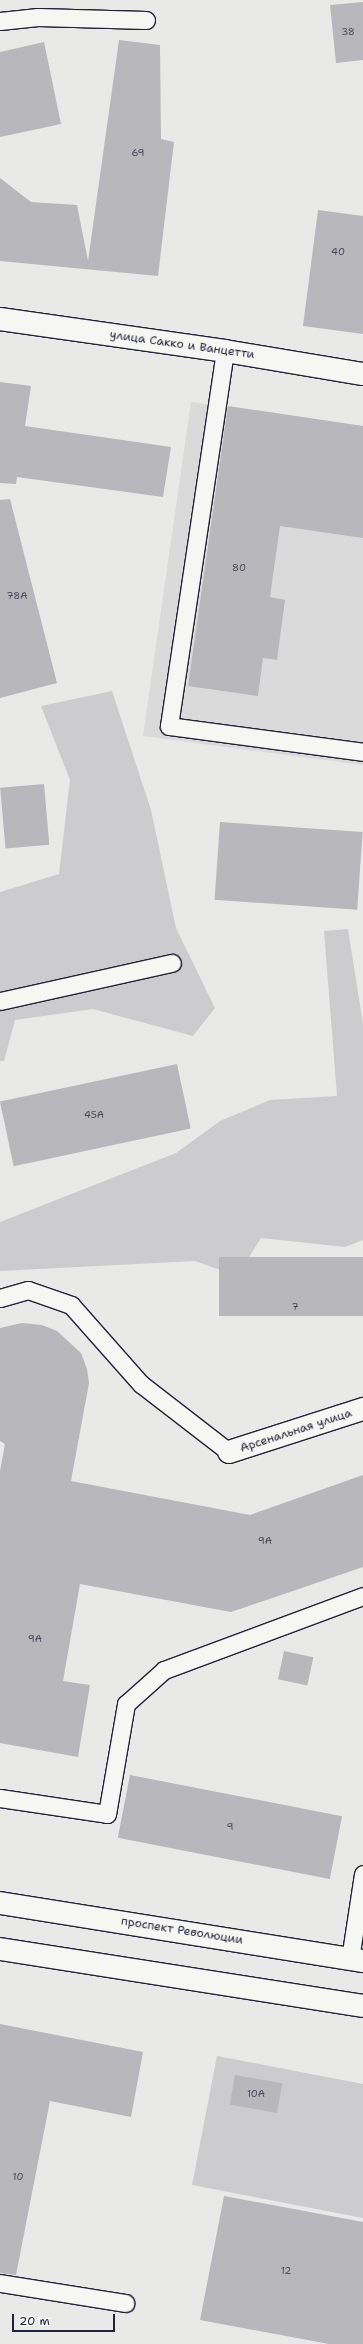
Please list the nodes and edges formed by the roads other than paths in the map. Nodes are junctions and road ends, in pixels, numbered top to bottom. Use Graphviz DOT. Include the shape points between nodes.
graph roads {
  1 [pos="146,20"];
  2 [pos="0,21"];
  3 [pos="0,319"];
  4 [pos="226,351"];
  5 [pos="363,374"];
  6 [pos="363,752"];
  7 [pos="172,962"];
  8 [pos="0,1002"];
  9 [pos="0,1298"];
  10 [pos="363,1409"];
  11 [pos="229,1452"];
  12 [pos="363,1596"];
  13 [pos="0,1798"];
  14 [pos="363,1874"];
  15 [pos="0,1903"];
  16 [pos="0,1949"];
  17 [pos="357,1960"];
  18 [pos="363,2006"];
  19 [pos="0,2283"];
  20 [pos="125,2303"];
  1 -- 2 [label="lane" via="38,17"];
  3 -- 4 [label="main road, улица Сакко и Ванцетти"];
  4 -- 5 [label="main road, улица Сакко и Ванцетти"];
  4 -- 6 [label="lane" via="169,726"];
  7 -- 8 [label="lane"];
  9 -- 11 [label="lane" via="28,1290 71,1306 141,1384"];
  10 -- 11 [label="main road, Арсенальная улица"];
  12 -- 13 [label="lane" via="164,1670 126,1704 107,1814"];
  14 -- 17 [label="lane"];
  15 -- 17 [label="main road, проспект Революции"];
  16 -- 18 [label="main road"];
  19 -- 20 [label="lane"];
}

## Activity
Although the records contain pictures, the copy should hold only their text, reproduced exactly.

## Answer for this exercise
Please list the nodes and edges formed by the roads other than paths in the map. Nodes are junctions and road ends, in pixels, numbered top to bottom. Use Graphviz DOT. Include the shape points between nodes.
graph roads {
  1 [pos="146,20"];
  2 [pos="0,21"];
  3 [pos="0,319"];
  4 [pos="226,351"];
  5 [pos="363,374"];
  6 [pos="363,752"];
  7 [pos="172,962"];
  8 [pos="0,1002"];
  9 [pos="0,1298"];
  10 [pos="363,1409"];
  11 [pos="229,1452"];
  12 [pos="363,1596"];
  13 [pos="0,1798"];
  14 [pos="363,1874"];
  15 [pos="0,1903"];
  16 [pos="0,1949"];
  17 [pos="357,1960"];
  18 [pos="363,2006"];
  19 [pos="0,2283"];
  20 [pos="125,2303"];
  1 -- 2 [label="lane" via="38,17"];
  3 -- 4 [label="main road, улица Сакко и Ванцетти"];
  4 -- 5 [label="main road, улица Сакко и Ванцетти"];
  4 -- 6 [label="lane" via="169,726"];
  7 -- 8 [label="lane"];
  9 -- 11 [label="lane" via="28,1290 71,1306 141,1384"];
  10 -- 11 [label="main road, Арсенальная улица"];
  12 -- 13 [label="lane" via="164,1670 126,1704 107,1814"];
  14 -- 17 [label="lane"];
  15 -- 17 [label="main road, проспект Революции"];
  16 -- 18 [label="main road"];
  19 -- 20 [label="lane"];
}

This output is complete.